News: US, Polish army soldiers earn valor awards for Ghazni base attack
Story by Petty Officer 1st Class Leslie Long
GHAZNI PROVINCE, Afghanistan – U.S. Deputy Defense Secretary Ashton B. Carter recognized four American and three Polish army soldiers for valor Sept. 15 at Forward Operating Base Ghazni in eastern Afghanistan.
Polish 2nd Lt. Karol Cierpica, U.S. Army Sgt. Maj. Lester Edwards, U.S. Army Sgt. 1st Class Nate Abkemeier, and U.S. Army Staff Sgt. DaRelle LaMarque received the Bronze Star Medal for valor. Polish Lt. Col. Krzysztof Slomski, Polish 1st Lt. Tomaz Sobanski, and U.S. Army Chief Warrant Officer 3 Michael Clemens received the U.S. Army Commendation Medal for valor.
“This morning we recognize exceptional soldiers from three exceptional armies [American, Polish, and Afghan] joined here together in Afghanistan, showing exceptional partnership, military professionalism, skill and success,” Carter said.
An unknown number of Taliban fighters initiated the complex attack Aug. 28 on FOB Ghazni. The attack began with a car bomb exploding to gain access through the perimeter wall. Within seconds of the blast, 10 insurgents wearing suicide vests filed into the compound.
The initial response force, including those recognized in the ceremony, believed they were going to the blast site to provide first aid for potential wounded. Rather they were met by the suicide bombers who also were armed with assault rifles. At least 10 minutes of intense close combat ensued. Most of the coalition troops fought through gunshot and shrapnel wounds, but they eventually killed all of the suicide bombers before they could reach populated areas of the camp.
Meanwhile, Taliban fighters positioned in the mountains and along the outskirts of the base fired mortars, shoulder-fired rockets machine guns and threw hand grenades. Afghan forces found a second car bomb near the base and were able to secure it before it could be used. Carter awarded two Afghan soldiers with certificates of appreciation for rending the second car bomb safe.
Rocket and mortar fire continued sporadically throughout the afternoon and into the night.
When the fighting was done, one U.S. soldier and one Polish soldier were killed during the attack.

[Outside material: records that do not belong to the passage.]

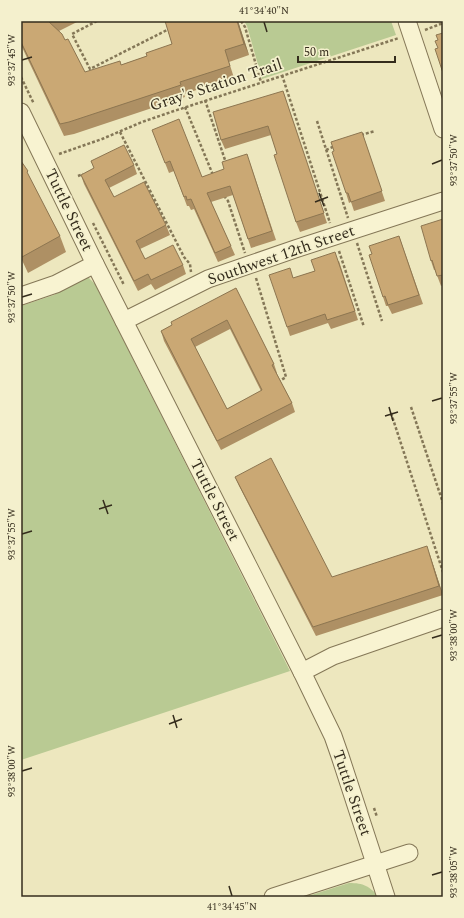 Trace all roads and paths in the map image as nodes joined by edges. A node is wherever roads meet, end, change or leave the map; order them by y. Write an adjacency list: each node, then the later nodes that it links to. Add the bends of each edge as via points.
1 (98, 21): 4 (path, via 72,34 90,69)
2 (241, 21): 7 (path)
3 (443, 24): 5 (path, Gray's Station Trail)
4 (172, 28)
5 (411, 29): 6 (path, Gray's Station Trail); 16 (street)
6 (282, 76): 7 (path, Gray's Station Trail); 8 (path)
7 (261, 82): 10 (path, Gray's Station Trail)
8 (287, 92): 9 (path); 33 (path)
9 (280, 94)
10 (205, 100): 11 (path, Gray's Station Trail); 14 (path)
11 (185, 107): 18 (path, Gray's Station Trail); 28 (path)
12 (21, 112): 37 (street, Tuttle Street)
13 (218, 115): 14 (path)
14 (211, 117): 24 (path)
15 (317, 121): 22 (path)
16 (443, 129)
17 (375, 131): 19 (path)
18 (120, 132): 21 (path); 25 (path, Gray's Station Trail, via 59,154)
19 (356, 137)
20 (338, 144): 22 (path)
21 (130, 150): 23 (path); 38 (path, via 184,257 190,264)
22 (326, 150): 32 (path)
23 (123, 153)
24 (224, 160)
25 (62, 161)
26 (84, 173): 27 (path)
27 (78, 176)
28 (215, 179)
29 (221, 192): 36 (path, via 228,201)
30 (443, 201): 42 (street, Southwest 12th Street, via 219,275)
31 (93, 223): 40 (path)
32 (350, 224)
33 (330, 225)
34 (355, 238): 43 (path)
35 (339, 251): 44 (path)
36 (245, 254)
37 (95, 264): 41 (street, via 50,287); 42 (street, Tuttle Street)
38 (192, 274)
39 (256, 278): 45 (path, via 286,377)
40 (127, 292)
41 (21, 296)
42 (124, 321): 51 (street, Tuttle Street)
43 (382, 321)
44 (364, 327)
45 (276, 383)
46 (411, 407): 48 (path)
47 (391, 413): 49 (path)
48 (443, 503)
49 (443, 572)
50 (443, 618): 51 (street, via 333,656)
51 (302, 672): 53 (street, Tuttle Street, via 333,736)
52 (410, 853): 53 (street)
53 (376, 864): 54 (street); 55 (street, Tuttle Street)
54 (273, 897)
55 (386, 897) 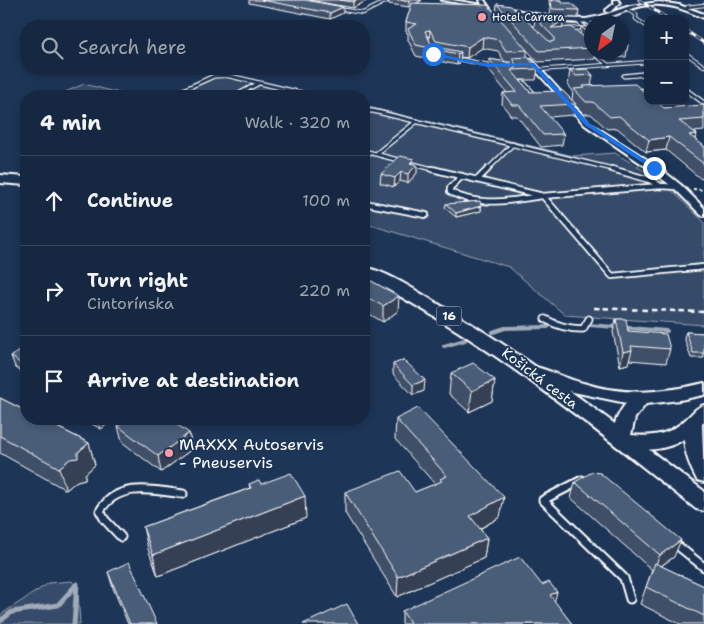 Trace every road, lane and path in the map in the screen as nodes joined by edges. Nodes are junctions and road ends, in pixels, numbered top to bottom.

Several U.S., NATO and Afghan troops sustained injuries.
Carter lauded their bravery and concerted efforts to protect their fellow military members.
“The victory you had over the enemy here a few short days ago is a small example of the victory coalition and Afghan forces are having throughout the country,” Carter said.

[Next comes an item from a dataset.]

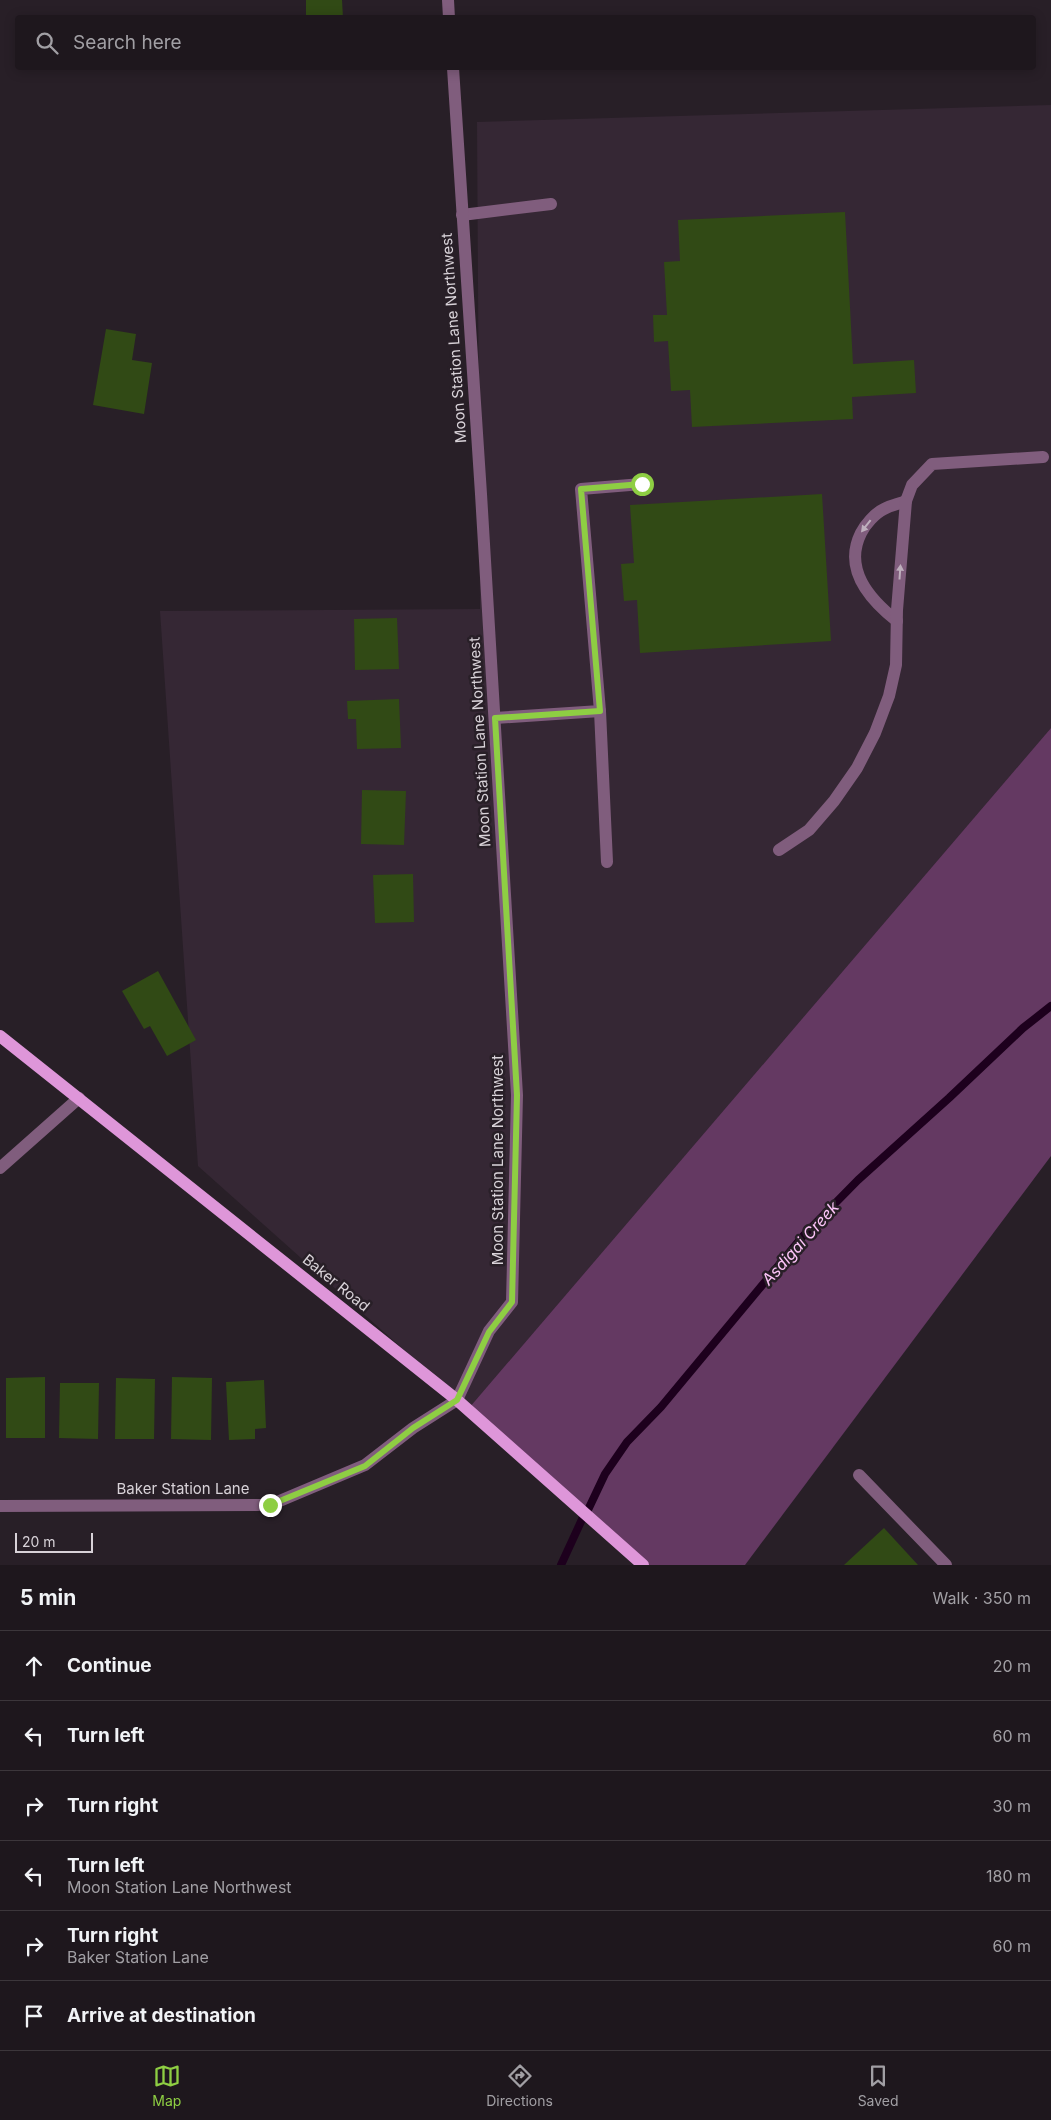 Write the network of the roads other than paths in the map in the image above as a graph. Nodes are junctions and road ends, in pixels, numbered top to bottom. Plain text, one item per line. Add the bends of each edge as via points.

The acts of bravery during this day of intensive close quarters combat did not end with the men recognized by Carter. More men met the enemy head on, including at least four U.S. service members whose actions were pivotal during the battle. Those individuals have also been recommended for valorous awards in keeping with their considerable contributions.
“What these soldiers showed was not only acts of extreme courage and bravery. They displayed tremendous acts of skill, initiative and fortitude all wrapped up in one event,” U.S. Army Col. Patrick Roberson, commander of Combined Joint Special Operations Task Force – Afghanistan, said. “Most people probably would not have taken the risks they did – exposing themselves to the enemy in the open with no cover. But they were only thinking about engaging the enemy, not their personal safety.”